I guess now that I know I have readership *Smile* I shall begin serializing my current novel-in-progress, Finding The Abandoned Child, a stand-alone novel in a sub-sub-sub-genre niche I term “Environmental Disaster Fantasy.” Hence, Finding The Abandoned Cbild.





FINDING THE ABANDONED CHILD





An Environmental Disaster Urban Fantasy Novel





PROLOGUE





A mild natural disaster had caused our small town to shift itself some distance to one end: that is, everybody moved out of the “center city” to one side and extended the town away from the area most affected. One set of those was the compound in which I and my mother lived. Buildings were not destroyed, or not to the point that we could not re-enter to acquire our possessions. No injuries, apparently, either. Just a good bit of uproar, an entire city, for the most part, moving house.





         A pastor lived in our compound too; besides my mother, he, and myself, there were maybe only four others.
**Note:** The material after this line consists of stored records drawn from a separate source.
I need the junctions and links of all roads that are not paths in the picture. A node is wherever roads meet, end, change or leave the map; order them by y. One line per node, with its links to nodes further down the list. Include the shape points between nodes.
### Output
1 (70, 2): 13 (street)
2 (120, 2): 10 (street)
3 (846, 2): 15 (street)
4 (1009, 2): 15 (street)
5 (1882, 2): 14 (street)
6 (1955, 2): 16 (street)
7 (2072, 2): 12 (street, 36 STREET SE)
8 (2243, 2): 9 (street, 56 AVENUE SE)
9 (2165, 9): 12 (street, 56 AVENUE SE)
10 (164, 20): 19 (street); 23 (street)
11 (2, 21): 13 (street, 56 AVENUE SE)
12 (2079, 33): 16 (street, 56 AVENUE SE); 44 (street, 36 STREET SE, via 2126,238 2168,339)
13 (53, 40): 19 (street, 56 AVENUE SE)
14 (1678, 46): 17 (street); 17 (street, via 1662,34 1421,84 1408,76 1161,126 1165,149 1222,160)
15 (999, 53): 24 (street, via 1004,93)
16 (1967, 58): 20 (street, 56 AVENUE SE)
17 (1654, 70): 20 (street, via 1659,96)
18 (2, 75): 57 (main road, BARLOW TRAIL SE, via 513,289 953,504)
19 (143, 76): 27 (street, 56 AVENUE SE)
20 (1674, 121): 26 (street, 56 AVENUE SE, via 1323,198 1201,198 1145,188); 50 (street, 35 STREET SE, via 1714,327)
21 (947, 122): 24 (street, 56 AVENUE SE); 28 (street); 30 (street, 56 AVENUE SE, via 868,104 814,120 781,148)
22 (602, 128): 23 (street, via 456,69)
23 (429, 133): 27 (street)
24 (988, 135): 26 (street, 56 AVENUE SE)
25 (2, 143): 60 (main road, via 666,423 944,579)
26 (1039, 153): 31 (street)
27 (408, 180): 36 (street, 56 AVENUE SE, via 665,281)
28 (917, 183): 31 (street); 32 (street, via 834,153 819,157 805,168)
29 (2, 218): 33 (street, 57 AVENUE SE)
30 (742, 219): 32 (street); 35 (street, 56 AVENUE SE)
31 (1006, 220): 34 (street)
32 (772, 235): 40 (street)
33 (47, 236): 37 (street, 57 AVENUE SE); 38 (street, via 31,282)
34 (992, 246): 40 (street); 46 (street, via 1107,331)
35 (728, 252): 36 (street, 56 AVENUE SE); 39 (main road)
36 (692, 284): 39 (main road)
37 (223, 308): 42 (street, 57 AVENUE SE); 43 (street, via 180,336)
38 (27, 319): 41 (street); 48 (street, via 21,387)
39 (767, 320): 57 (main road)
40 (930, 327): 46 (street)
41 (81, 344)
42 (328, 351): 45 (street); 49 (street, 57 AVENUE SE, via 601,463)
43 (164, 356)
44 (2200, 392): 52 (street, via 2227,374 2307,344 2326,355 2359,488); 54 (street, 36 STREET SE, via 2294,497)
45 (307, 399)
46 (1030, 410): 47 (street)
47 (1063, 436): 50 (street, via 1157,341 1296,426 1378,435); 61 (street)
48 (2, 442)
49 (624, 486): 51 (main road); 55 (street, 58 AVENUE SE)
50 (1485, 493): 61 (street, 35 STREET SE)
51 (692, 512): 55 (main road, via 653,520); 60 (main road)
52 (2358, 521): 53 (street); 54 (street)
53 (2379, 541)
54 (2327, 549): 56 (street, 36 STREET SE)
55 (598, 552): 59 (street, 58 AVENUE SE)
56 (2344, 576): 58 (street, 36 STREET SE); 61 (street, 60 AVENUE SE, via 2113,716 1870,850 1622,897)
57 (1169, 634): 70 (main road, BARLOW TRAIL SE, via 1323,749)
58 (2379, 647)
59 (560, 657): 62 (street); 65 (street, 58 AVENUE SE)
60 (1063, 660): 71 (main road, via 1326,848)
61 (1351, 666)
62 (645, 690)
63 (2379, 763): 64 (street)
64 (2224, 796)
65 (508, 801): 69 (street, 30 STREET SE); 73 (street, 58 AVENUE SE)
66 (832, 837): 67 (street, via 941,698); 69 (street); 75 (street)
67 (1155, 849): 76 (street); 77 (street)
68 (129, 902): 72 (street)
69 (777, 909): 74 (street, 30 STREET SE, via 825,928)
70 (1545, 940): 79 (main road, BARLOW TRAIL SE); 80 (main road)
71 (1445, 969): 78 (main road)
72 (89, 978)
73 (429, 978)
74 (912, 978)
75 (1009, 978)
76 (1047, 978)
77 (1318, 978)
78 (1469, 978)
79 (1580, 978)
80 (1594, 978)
We owned a long, oddly-angled, pale stucco home with airy rooms and a wide yard.





         We all moved out, to the far edge of town, and then my mother determined to go back to the former home for our possessions. I wanted to go along but she said she could do it alone and took off. The others will fixing up the new house, so I left to follow her but she moved faster than was possible and was soon out of sight. I walked up a residential road with a narrow sidewalk and grass between the street and the sidewalk and with narrow but lush lawns before the houses, seeing nothing amiss at that time. When I came to a street angling diagonally in front of me, a less well-mannered neighborhood with houses converted into apartment buildings, many people were about, and the atmosphere was almost more like that of a block party than of moving day. I could not find my mother so rather than go on to our old home, I decided to turn back. When I came up on to the sidewalk at that end of the quiet residential street, I glanced down. In the lawn near the sidewalk at the corner closest to the diagonal street, lay an abandoned infant, naked, silent, awake.





         Immediately I reached down and picked up the child. Rather than try at any of the homes, which now appeared empty, if not actually abandoned, I crossed the street and entered an alley running diagonally away from the street on which I had discovered the baby. Here there was plenty of activity, and I soon came to a woman and her adolescent son, who were collecting their possessions and bringing them out into the alley for loading and transport. I asked her to please call the police, and she did and then handed me her cell phone. I continued to hold the child, who still had not cried nor shown any signs of distress, talking on the cell phone to the dispatcher while first a police car, then an ambulance, pulled up on the street near the end of the alley. The policewoman quizzed me at great length, over and over, while I refused to release the baby until the EMT arrived with a stretcher and diaper and checked the boy over to ascertain injury. He reported the infant was in good condition, then bundled him into the ambulance to take in to the hospital, thus relieving me of his immediate care, though not of my concern.